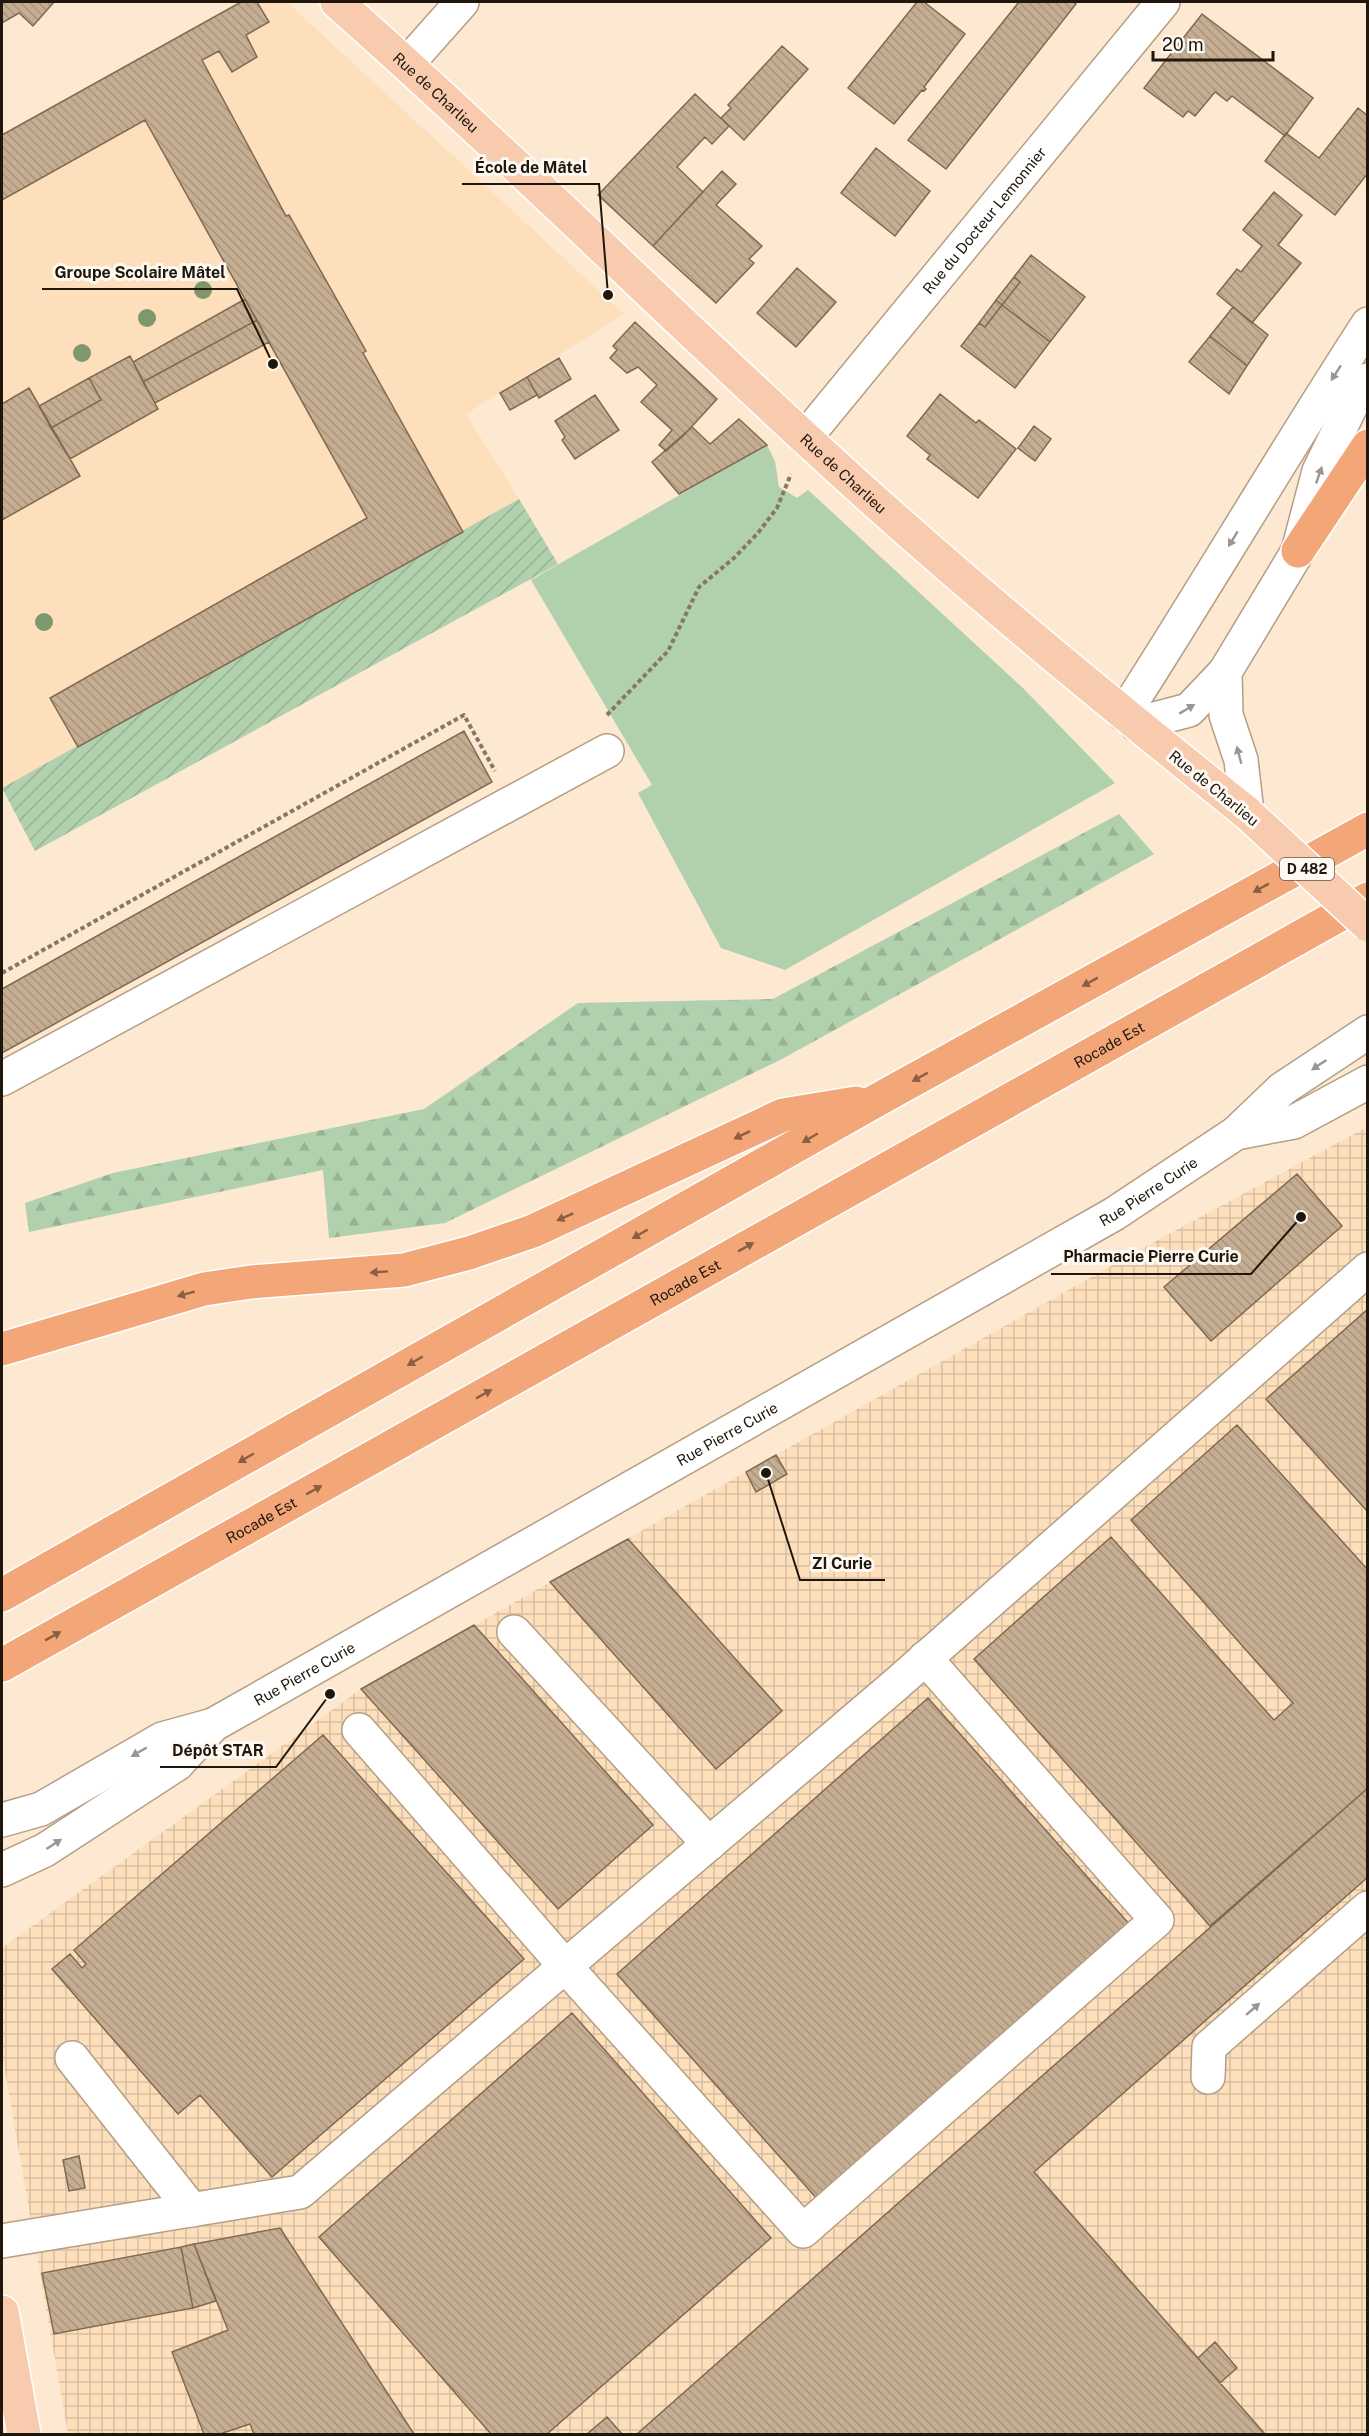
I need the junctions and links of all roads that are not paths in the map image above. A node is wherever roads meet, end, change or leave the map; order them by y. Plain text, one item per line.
1 (337, 2) edge
2 (462, 2) edge
3 (1163, 2) edge
4 (407, 64) junction
5 (1368, 324) edge
6 (1368, 380) edge
7 (805, 438) junction
8 (1368, 446) edge
9 (1298, 551) junction
10 (1225, 672) junction
11 (1130, 719) junction
12 (607, 750) road end
13 (1247, 813) junction
14 (1368, 829) edge
15 (1368, 899) edge
16 (1368, 925) edge
17 (1368, 1032) edge
18 (2, 1080) edge
19 (1368, 1082) edge
20 (879, 1099) junction
21 (1236, 1133) junction
22 (1368, 1269) edge
23 (51, 1333) junction
24 (2, 1341) edge
25 (2, 1349) edge
26 (2, 1595) edge
27 (514, 1632) dead end
28 (925, 1658) junction
29 (2, 1665) edge
30 (213, 1725) junction
31 (359, 1730) dead end
32 (2, 1820) edge
33 (709, 1844) junction
34 (2, 1870) edge
35 (1368, 1908) edge
36 (565, 1966) junction
37 (72, 2058) dead end
38 (1208, 2077) dead end
39 (192, 2210) junction
40 (2, 2241) edge
41 (2, 2312) edge
42 (6, 2365) edge
43 (24, 2434) edge

1 - 4 main road, Rue de Charlieu
2 - 4 street
3 - 7 street, Rue du Docteur Lemonnier
4 - 7 main road, Rue de Charlieu
5 -> 11 street
9 -> 6 street
7 - 11 main road, Rue de Charlieu
8 - 9 highway
9 - 10 street
11 -> 10 street
13 -> 10 street
11 - 13 main road, Rue de Charlieu
12 - 18 street
13 - 16 main road, Rue de Charlieu / D 482, bridge
14 -> 20 highway
29 -> 15 highway, Rocade Est
17 -> 21 street, Rue Pierre Curie
19 - 21 street, Rue Pierre Curie
20 -> 23 highway
20 -> 26 highway
21 - 30 street, Rue Pierre Curie
22 - 28 street
23 - 24 highway
23 - 25 highway
27 - 33 street
28 - 33 street
28 - 36 street
30 -> 32 street, Rue Pierre Curie
34 -> 30 street, Rue Pierre Curie
31 - 36 street
33 - 36 street
38 -> 35 street
36 - 39 street
37 - 39 street
39 - 40 street
41 - 42 main road
42 - 43 main road

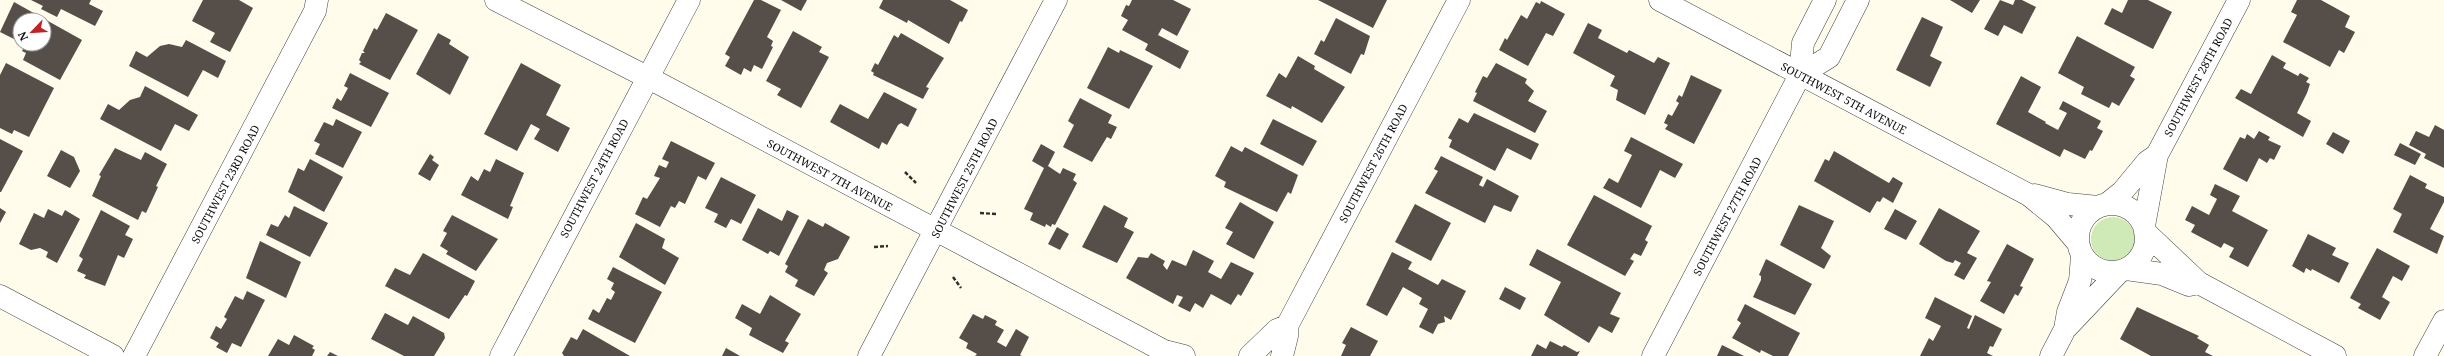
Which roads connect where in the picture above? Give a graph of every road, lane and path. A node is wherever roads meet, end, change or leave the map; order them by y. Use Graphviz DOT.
graph roads {
  1 [pos="496,0"];
  2 [pos="689,0"];
  3 [pos="1056,0"];
  4 [pos="1459,0"];
  5 [pos="1660,0"];
  6 [pos="1826,0"];
  7 [pos="1858,0"];
  8 [pos="2239,0"];
  9 [pos="321,4"];
  10 [pos="1800,75"];
  11 [pos="647,77"];
  12 [pos="2157,155"];
  13 [pos="905,172"];
  14 [pos="916,183"];
  15 [pos="2029,194"];
  16 [pos="2102,205"];
  17 [pos="980,213"];
  18 [pos="996,214"];
  19 [pos="2144,229"];
  20 [pos="936,232"];
  21 [pos="888,246"];
  22 [pos="874,247"];
  23 [pos="2080,249"];
  24 [pos="2122,270"];
  25 [pos="953,277"];
  26 [pos="2199,283"];
  27 [pos="961,288"];
  28 [pos="0,296"];
  29 [pos="2444,320"];
  30 [pos="1287,326"];
  31 [pos="2065,329"];
  32 [pos="1172,354"];
  33 [pos="113,356"];
  34 [pos="134,356"];
  35 [pos="500,356"];
  36 [pos="869,356"];
  37 [pos="1250,356"];
  38 [pos="1282,356"];
  39 [pos="1653,356"];
  40 [pos="2051,356"];
  41 [pos="2335,356"];
  42 [pos="2425,356"];
  1 -- 11 [label="street, SOUTHWEST 7TH AVENUE"];
  2 -- 11 [label="street, SOUTHWEST 24TH ROAD"];
  3 -- 20 [label="street, SOUTHWEST 25TH ROAD"];
  4 -- 30 [label="street, SOUTHWEST 26TH ROAD"];
  5 -- 10 [label="street, SOUTHWEST 5TH AVENUE"];
  6 -- 10 [label="street, SOUTHWEST 27TH ROAD"];
  7 -- 10 [label="street"];
  8 -- 12 [label="street, SOUTHWEST 28TH ROAD"];
  9 -- 34 [label="street, SOUTHWEST 23RD ROAD"];
  10 -- 15 [label="street, SOUTHWEST 5TH AVENUE"];
  10 -- 39 [label="street, SOUTHWEST 27TH ROAD"];
  11 -- 20 [label="street, SOUTHWEST 7TH AVENUE"];
  11 -- 35 [label="street, SOUTHWEST 24TH ROAD"];
  12 -- 16 [label="street, SOUTHWEST 28TH ROAD"];
  12 -- 19 [label="street, SOUTHWEST 28TH ROAD"];
  13 -- 14 [label="path"];
  15 -- 16 [label="street, SOUTHWEST 5TH AVENUE"];
  15 -- 23 [label="street, SOUTHWEST 5TH AVENUE"];
  16 -- 19 [label="street"];
  16 -- 23 [label="street"];
  17 -- 18 [label="path"];
  19 -- 24 [label="street"];
  19 -- 26 [label="street"];
  20 -- 32 [label="street, SOUTHWEST 7TH AVENUE"];
  20 -- 36 [label="street, SOUTHWEST 25TH ROAD"];
  21 -- 22 [label="path"];
  23 -- 24 [label="street"];
  23 -- 31 [label="street"];
  24 -- 26 [label="street"];
  24 -- 31 [label="street"];
  25 -- 27 [label="path"];
  26 -- 41 [label="street"];
  28 -- 33 [label="street"];
  29 -- 42 [label="street"];
  30 -- 37 [label="street"];
  30 -- 38 [label="street, SOUTHWEST 26TH ROAD"];
  31 -- 40 [label="street"];
}
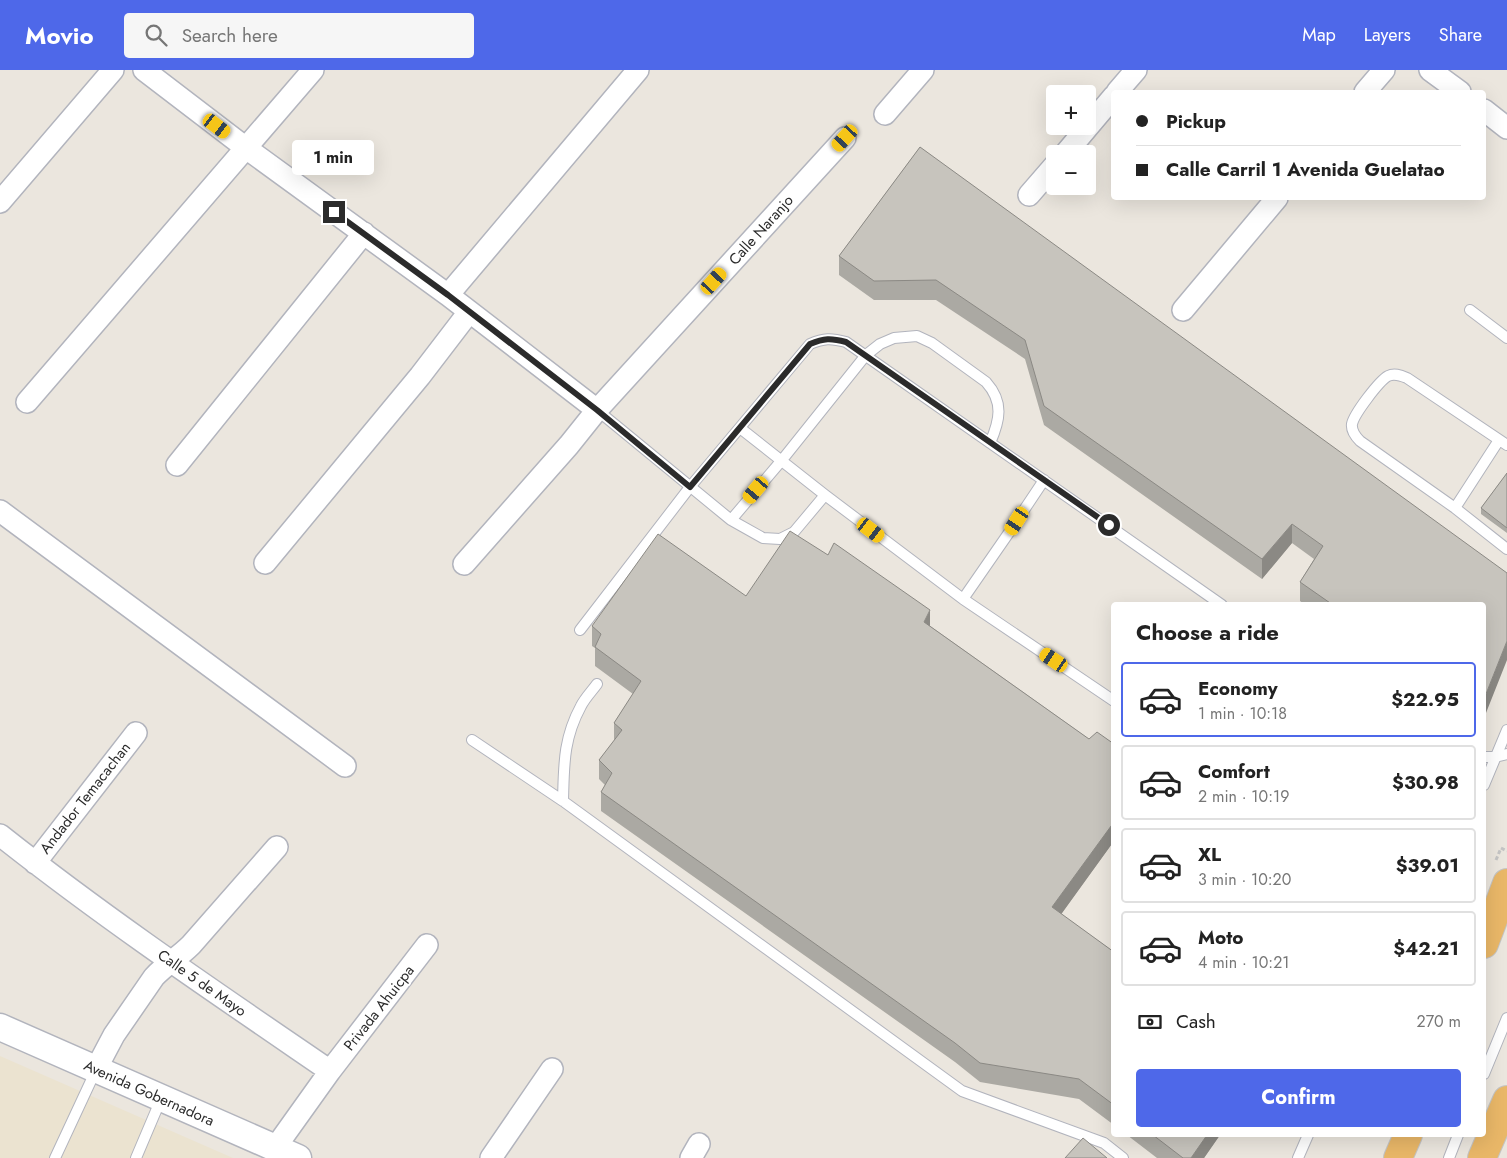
════════
### WORK TO COMPLETE
Drop the images; return the entries above exactly as they appear.

### OUTPUT
I need the junctions and links of all roads that are not paths in the map image above. A node is wherever roads meet, end, change or leave the map; order them by y. Plain text, one item per line.
1 (337, 2) edge
2 (462, 2) edge
3 (1163, 2) edge
4 (407, 64) junction
5 (1368, 324) edge
6 (1368, 380) edge
7 (805, 438) junction
8 (1368, 446) edge
9 (1298, 551) junction
10 (1225, 672) junction
11 (1130, 719) junction
12 (607, 750) road end
13 (1247, 813) junction
14 (1368, 829) edge
15 (1368, 899) edge
16 (1368, 925) edge
17 (1368, 1032) edge
18 (2, 1080) edge
19 (1368, 1082) edge
20 (879, 1099) junction
21 (1236, 1133) junction
22 (1368, 1269) edge
23 (51, 1333) junction
24 (2, 1341) edge
25 (2, 1349) edge
26 (2, 1595) edge
27 (514, 1632) dead end
28 (925, 1658) junction
29 (2, 1665) edge
30 (213, 1725) junction
31 (359, 1730) dead end
32 (2, 1820) edge
33 (709, 1844) junction
34 (2, 1870) edge
35 (1368, 1908) edge
36 (565, 1966) junction
37 (72, 2058) dead end
38 (1208, 2077) dead end
39 (192, 2210) junction
40 (2, 2241) edge
41 (2, 2312) edge
42 (6, 2365) edge
43 (24, 2434) edge

1 - 4 main road, Rue de Charlieu
2 - 4 street
3 - 7 street, Rue du Docteur Lemonnier
4 - 7 main road, Rue de Charlieu
5 -> 11 street
9 -> 6 street
7 - 11 main road, Rue de Charlieu
8 - 9 highway
9 - 10 street
11 -> 10 street
13 -> 10 street
11 - 13 main road, Rue de Charlieu
12 - 18 street
13 - 16 main road, Rue de Charlieu / D 482, bridge
14 -> 20 highway
29 -> 15 highway, Rocade Est
17 -> 21 street, Rue Pierre Curie
19 - 21 street, Rue Pierre Curie
20 -> 23 highway
20 -> 26 highway
21 - 30 street, Rue Pierre Curie
22 - 28 street
23 - 24 highway
23 - 25 highway
27 - 33 street
28 - 33 street
28 - 36 street
30 -> 32 street, Rue Pierre Curie
34 -> 30 street, Rue Pierre Curie
31 - 36 street
33 - 36 street
38 -> 35 street
36 - 39 street
37 - 39 street
39 - 40 street
41 - 42 main road
42 - 43 main road

Which roads connect where in the picture above? Give a graph of every road, lane and path. A node is wherever roads meet, end, change or leave the map; order them by y. Use Graphviz DOT.
graph roads {
  1 [pos="496,0"];
  2 [pos="689,0"];
  3 [pos="1056,0"];
  4 [pos="1459,0"];
  5 [pos="1660,0"];
  6 [pos="1826,0"];
  7 [pos="1858,0"];
  8 [pos="2239,0"];
  9 [pos="321,4"];
  10 [pos="1800,75"];
  11 [pos="647,77"];
  12 [pos="2157,155"];
  13 [pos="905,172"];
  14 [pos="916,183"];
  15 [pos="2029,194"];
  16 [pos="2102,205"];
  17 [pos="980,213"];
  18 [pos="996,214"];
  19 [pos="2144,229"];
  20 [pos="936,232"];
  21 [pos="888,246"];
  22 [pos="874,247"];
  23 [pos="2080,249"];
  24 [pos="2122,270"];
  25 [pos="953,277"];
  26 [pos="2199,283"];
  27 [pos="961,288"];
  28 [pos="0,296"];
  29 [pos="2444,320"];
  30 [pos="1287,326"];
  31 [pos="2065,329"];
  32 [pos="1172,354"];
  33 [pos="113,356"];
  34 [pos="134,356"];
  35 [pos="500,356"];
  36 [pos="869,356"];
  37 [pos="1250,356"];
  38 [pos="1282,356"];
  39 [pos="1653,356"];
  40 [pos="2051,356"];
  41 [pos="2335,356"];
  42 [pos="2425,356"];
  1 -- 11 [label="street, SOUTHWEST 7TH AVENUE"];
  2 -- 11 [label="street, SOUTHWEST 24TH ROAD"];
  3 -- 20 [label="street, SOUTHWEST 25TH ROAD"];
  4 -- 30 [label="street, SOUTHWEST 26TH ROAD"];
  5 -- 10 [label="street, SOUTHWEST 5TH AVENUE"];
  6 -- 10 [label="street, SOUTHWEST 27TH ROAD"];
  7 -- 10 [label="street"];
  8 -- 12 [label="street, SOUTHWEST 28TH ROAD"];
  9 -- 34 [label="street, SOUTHWEST 23RD ROAD"];
  10 -- 15 [label="street, SOUTHWEST 5TH AVENUE"];
  10 -- 39 [label="street, SOUTHWEST 27TH ROAD"];
  11 -- 20 [label="street, SOUTHWEST 7TH AVENUE"];
  11 -- 35 [label="street, SOUTHWEST 24TH ROAD"];
  12 -- 16 [label="street, SOUTHWEST 28TH ROAD"];
  12 -- 19 [label="street, SOUTHWEST 28TH ROAD"];
  13 -- 14 [label="path"];
  15 -- 16 [label="street, SOUTHWEST 5TH AVENUE"];
  15 -- 23 [label="street, SOUTHWEST 5TH AVENUE"];
  16 -- 19 [label="street"];
  16 -- 23 [label="street"];
  17 -- 18 [label="path"];
  19 -- 24 [label="street"];
  19 -- 26 [label="street"];
  20 -- 32 [label="street, SOUTHWEST 7TH AVENUE"];
  20 -- 36 [label="street, SOUTHWEST 25TH ROAD"];
  21 -- 22 [label="path"];
  23 -- 24 [label="street"];
  23 -- 31 [label="street"];
  24 -- 26 [label="street"];
  24 -- 31 [label="street"];
  25 -- 27 [label="path"];
  26 -- 41 [label="street"];
  28 -- 33 [label="street"];
  29 -- 42 [label="street"];
  30 -- 37 [label="street"];
  30 -- 38 [label="street, SOUTHWEST 26TH ROAD"];
  31 -- 40 [label="street"];
}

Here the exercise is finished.